AI Service Card: AWS HealthScribe - Responsible AI

Overview

AWS HealthScribe, a new HIPAA-eligible machine learning (ML) capability, empowers healthcare software vendors to build clinical applications that automatically generate preliminary clinical notes by analyzing patient-clinician conversations. AWS HealthScribe combines speech recognition and generative artificial intelligence (AI) to reduce the burden of clinical documentation by transcribing patient-clinician conversations and generating easy-to-review draft clinical notes. With AWS HealthScribe, healthcare software providers can use a single API to automatically create robust transcripts, extract key details (e.g., medical terms and medications), identify speaker roles, classify dialogues, and create summaries from patient-clinician discussions that can then be entered into an electronic health record (EHR) system. AWS HealthScribe enables responsible deployment of AI systems by citing the source of every line of generated text from within the original conversation transcript, making it easier for clinicians to review clinical notes before entering them into the EHR. Built with security and privacy in mind, AWS HealthScribe gives customers control over where their data is stored, encrypts data in transit and at rest, and does not use inputs or outputs generated through the service to train its models. This AI Service Card describes two of AWS HealthScribe’s key features, transcription and clinical note generation, implemented by the Transcribe::StartMedicalScribeJob API.

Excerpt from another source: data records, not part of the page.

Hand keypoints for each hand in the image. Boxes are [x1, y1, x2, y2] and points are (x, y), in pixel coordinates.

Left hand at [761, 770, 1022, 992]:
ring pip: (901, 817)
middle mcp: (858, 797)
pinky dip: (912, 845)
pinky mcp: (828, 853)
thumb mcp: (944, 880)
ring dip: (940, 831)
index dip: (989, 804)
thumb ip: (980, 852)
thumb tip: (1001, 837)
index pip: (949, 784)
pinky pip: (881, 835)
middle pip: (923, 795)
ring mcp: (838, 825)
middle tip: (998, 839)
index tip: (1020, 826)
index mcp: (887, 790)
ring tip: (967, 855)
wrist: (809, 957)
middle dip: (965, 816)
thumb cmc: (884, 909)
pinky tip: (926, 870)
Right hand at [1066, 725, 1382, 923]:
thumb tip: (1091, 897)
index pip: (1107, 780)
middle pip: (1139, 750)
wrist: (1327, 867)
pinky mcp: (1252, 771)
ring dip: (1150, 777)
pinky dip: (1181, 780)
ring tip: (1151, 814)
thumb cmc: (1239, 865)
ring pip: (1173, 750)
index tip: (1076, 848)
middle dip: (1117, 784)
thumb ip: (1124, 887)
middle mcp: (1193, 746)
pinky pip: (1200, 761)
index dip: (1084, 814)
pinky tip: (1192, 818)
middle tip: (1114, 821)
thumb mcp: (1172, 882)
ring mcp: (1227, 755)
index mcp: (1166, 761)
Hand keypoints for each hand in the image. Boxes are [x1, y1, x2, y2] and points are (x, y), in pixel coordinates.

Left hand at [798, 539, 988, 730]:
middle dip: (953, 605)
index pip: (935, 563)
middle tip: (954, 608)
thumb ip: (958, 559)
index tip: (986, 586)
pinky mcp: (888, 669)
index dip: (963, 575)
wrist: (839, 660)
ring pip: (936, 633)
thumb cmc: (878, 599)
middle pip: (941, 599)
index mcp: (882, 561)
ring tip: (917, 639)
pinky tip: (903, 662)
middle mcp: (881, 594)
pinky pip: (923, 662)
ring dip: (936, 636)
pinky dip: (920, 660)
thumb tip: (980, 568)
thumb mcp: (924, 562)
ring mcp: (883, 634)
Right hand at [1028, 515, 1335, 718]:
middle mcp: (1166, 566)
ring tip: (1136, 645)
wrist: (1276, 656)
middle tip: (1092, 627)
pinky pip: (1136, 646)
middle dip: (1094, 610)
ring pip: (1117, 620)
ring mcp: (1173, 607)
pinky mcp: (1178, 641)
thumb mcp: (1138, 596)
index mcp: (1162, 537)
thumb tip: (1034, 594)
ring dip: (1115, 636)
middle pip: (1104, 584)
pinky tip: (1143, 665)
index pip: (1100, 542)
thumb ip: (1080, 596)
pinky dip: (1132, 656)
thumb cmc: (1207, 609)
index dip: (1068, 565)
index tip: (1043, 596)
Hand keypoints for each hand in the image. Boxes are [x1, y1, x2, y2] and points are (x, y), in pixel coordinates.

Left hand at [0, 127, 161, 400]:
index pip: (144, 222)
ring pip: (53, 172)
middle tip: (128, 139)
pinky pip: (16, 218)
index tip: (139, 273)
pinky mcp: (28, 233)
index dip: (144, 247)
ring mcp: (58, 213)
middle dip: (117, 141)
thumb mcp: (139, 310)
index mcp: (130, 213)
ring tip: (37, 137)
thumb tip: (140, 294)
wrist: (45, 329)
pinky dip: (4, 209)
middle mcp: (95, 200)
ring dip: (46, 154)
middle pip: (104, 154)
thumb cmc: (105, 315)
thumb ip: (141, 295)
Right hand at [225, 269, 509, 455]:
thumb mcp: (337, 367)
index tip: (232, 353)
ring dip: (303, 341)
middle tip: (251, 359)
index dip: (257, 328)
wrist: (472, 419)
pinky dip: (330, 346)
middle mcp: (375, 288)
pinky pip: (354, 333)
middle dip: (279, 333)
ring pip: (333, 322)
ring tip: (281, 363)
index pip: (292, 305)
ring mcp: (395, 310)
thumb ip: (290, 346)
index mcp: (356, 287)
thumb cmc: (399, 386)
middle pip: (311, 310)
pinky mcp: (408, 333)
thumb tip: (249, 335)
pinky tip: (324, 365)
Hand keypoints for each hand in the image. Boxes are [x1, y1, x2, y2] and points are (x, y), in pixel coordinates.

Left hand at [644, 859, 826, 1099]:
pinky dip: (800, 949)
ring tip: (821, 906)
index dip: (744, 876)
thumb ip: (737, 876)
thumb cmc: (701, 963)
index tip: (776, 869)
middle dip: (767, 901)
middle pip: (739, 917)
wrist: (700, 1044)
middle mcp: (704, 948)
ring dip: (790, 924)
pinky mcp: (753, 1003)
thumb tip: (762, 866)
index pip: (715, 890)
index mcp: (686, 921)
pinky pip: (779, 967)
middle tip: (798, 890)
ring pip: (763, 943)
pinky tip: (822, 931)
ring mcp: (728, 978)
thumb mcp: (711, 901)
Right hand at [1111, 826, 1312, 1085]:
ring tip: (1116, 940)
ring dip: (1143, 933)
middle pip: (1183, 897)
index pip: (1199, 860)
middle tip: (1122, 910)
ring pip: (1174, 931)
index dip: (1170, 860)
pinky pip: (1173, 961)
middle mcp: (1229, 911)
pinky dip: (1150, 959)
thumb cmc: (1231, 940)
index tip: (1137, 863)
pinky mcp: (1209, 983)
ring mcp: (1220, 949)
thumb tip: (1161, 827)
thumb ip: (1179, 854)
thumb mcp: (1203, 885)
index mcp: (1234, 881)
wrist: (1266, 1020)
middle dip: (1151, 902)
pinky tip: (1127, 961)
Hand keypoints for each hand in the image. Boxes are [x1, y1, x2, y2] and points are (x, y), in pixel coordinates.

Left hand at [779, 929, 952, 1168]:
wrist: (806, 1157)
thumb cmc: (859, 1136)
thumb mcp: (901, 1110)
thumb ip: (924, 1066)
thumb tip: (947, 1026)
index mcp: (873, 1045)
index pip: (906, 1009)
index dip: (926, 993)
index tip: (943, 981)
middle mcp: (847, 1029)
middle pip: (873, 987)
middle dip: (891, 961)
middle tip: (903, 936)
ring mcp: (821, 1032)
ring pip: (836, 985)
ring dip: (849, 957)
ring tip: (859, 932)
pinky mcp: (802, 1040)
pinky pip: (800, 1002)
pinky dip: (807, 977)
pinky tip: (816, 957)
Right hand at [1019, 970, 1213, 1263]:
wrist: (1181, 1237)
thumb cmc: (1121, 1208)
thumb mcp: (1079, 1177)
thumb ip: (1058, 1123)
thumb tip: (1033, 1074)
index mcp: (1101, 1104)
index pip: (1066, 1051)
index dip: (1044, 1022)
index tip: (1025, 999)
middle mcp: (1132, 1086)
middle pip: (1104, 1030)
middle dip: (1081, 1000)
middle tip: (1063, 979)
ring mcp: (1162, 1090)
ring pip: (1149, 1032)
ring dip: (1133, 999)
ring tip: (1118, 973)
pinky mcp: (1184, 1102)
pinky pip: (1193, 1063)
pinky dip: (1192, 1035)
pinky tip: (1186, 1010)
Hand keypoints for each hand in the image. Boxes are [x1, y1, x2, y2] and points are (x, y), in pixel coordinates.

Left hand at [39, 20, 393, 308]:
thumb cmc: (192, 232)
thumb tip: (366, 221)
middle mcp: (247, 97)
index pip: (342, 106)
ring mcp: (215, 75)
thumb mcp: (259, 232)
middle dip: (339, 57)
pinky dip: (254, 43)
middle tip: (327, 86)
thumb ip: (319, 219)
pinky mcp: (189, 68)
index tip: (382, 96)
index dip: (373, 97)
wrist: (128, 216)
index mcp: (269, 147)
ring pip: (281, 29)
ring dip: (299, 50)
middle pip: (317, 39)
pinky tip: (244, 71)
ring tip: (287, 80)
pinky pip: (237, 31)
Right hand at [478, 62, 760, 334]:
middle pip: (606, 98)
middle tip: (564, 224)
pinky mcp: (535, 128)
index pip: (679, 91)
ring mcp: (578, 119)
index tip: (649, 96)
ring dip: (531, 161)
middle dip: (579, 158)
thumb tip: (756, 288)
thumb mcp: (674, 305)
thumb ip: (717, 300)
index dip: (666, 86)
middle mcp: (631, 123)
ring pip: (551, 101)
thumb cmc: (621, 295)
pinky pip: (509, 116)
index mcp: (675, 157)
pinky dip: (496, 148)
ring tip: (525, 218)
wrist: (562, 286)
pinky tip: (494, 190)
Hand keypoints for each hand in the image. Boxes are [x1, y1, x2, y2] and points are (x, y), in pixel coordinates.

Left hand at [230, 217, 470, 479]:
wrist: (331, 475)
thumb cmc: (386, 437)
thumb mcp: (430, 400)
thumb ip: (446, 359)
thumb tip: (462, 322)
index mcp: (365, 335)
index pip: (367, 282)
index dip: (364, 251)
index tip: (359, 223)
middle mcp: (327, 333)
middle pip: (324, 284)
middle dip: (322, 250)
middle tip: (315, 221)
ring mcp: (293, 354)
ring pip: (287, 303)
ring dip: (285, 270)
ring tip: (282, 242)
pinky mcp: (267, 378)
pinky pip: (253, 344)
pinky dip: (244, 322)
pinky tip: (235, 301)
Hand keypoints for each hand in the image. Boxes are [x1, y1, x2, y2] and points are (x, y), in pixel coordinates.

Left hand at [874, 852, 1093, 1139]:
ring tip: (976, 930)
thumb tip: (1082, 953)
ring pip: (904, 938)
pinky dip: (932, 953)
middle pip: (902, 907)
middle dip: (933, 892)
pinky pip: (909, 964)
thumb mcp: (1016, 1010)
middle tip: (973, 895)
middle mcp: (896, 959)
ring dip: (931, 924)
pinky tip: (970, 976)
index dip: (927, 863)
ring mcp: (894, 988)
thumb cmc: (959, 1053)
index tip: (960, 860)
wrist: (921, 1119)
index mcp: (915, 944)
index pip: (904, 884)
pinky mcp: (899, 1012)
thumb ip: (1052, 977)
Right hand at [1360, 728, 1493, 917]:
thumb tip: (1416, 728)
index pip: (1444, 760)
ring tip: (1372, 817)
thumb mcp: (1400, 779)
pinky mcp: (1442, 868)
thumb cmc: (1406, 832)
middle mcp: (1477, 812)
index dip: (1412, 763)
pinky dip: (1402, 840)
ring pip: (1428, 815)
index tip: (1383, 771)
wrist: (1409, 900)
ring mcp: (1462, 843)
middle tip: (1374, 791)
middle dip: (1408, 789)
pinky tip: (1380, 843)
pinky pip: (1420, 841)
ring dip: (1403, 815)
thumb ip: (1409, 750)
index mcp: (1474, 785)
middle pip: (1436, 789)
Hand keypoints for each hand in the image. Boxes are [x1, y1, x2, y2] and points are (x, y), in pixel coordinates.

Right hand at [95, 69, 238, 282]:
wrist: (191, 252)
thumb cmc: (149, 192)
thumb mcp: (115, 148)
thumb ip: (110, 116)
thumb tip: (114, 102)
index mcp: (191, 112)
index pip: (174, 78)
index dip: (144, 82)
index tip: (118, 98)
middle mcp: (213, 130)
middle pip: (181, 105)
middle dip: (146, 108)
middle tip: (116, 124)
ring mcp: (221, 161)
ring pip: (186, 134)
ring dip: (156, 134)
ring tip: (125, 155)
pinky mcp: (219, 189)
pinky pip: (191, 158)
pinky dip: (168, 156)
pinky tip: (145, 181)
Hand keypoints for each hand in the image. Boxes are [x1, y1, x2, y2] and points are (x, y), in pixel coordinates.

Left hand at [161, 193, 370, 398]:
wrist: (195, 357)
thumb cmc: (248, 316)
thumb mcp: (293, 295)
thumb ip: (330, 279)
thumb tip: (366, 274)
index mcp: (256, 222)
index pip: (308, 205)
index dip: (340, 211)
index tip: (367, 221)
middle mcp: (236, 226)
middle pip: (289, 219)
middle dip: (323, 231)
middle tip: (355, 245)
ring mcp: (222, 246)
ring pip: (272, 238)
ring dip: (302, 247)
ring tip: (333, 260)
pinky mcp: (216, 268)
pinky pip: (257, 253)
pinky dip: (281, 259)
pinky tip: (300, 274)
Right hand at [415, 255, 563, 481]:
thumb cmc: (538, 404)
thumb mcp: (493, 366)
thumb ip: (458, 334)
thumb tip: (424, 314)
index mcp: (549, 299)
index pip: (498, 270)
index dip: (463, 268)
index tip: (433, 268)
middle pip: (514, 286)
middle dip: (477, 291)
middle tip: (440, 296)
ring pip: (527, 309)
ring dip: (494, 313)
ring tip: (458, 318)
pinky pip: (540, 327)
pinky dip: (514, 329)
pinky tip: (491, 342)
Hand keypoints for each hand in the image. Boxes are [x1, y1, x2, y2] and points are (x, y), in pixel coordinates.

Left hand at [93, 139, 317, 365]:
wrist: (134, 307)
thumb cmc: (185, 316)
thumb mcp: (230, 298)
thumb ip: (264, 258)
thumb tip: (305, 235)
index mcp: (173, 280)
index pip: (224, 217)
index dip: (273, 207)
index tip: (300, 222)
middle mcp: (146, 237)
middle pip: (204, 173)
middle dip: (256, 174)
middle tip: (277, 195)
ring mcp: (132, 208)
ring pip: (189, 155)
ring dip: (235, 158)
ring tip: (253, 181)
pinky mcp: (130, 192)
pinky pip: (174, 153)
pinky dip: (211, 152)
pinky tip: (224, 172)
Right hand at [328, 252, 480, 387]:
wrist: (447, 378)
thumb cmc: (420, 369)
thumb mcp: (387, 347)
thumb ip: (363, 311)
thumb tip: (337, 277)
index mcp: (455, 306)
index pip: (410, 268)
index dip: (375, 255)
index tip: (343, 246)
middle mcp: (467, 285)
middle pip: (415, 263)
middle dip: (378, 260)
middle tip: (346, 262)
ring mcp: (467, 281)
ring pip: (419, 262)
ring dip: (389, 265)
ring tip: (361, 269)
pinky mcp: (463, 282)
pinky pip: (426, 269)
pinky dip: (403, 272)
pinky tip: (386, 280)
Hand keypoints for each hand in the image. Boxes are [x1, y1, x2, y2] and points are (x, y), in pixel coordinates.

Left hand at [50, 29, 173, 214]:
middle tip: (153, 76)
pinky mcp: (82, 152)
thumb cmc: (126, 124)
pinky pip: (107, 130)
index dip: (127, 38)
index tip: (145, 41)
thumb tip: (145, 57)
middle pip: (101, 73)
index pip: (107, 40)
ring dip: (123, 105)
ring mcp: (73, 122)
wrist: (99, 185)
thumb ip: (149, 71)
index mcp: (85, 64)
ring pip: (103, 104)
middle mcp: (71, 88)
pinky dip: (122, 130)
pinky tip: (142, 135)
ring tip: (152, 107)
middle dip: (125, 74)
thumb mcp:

We assess the transcription quality of AWS HealthScribe by measuring how accurately the words in the transcript match those spoken in the audio recording, as determined by a human listener. When a speaker says "The patient has high blood pressure," we expect the transcript to reflect the actual words spoken, not contain errors like "The patent has a hyper tension." Three types of errors can occur: substitutions (like "hyper" for "high"), insertions of extra words (like "a"), and deletions of existing words (like "blood"). Correctly transcribed words are considered hits. Quality metrics like precision, recall, F1, and word error rate (WER) depend on the number of hits and errors.

The ASR system in AWS HealthScribe is trained to distinguish between variations that are inherent to the speaker and the content of the speech (intrinsic variations) and variations that are unrelated to the speech itself and should be ignored (confounding variations). Some examples of intrinsic variations include (1) differences in grammar and sentence structure; (2) the use of specific medical terminology and acronyms; and (3) tone of speech. Some examples of confounding variations include (1) background noise, echo, or room reverberation that can distort the recorded speech; (2) the quality and positioning of recording devices; (3) different regional dialects and accents; and (4) overlapping speech or interruptions. The system is specifically optimized and tested on data collected with these variations to improve robustness.

The quality of clinical note summarization by AWS HealthScribe is evaluated on factual completeness, factual correctness, and usability. Factual completeness measures the percentage of clinical facts covered in the AI-generated summary compared to a clinical note written by the clinician. Factual correctness gauges the accuracy of the facts in the AI-generated summary, comparing them against the original conversation. The measurement involves identifying any discrepancies in the AI-generated summary not present in the original transcript. Usability assesses the effectiveness of the AI-generated summary in meeting the needs of clinicians. It’s measured based on clinicians’ survey feedback on various dimensions such as coherence, medical terminology, professionalism, and clinical utility.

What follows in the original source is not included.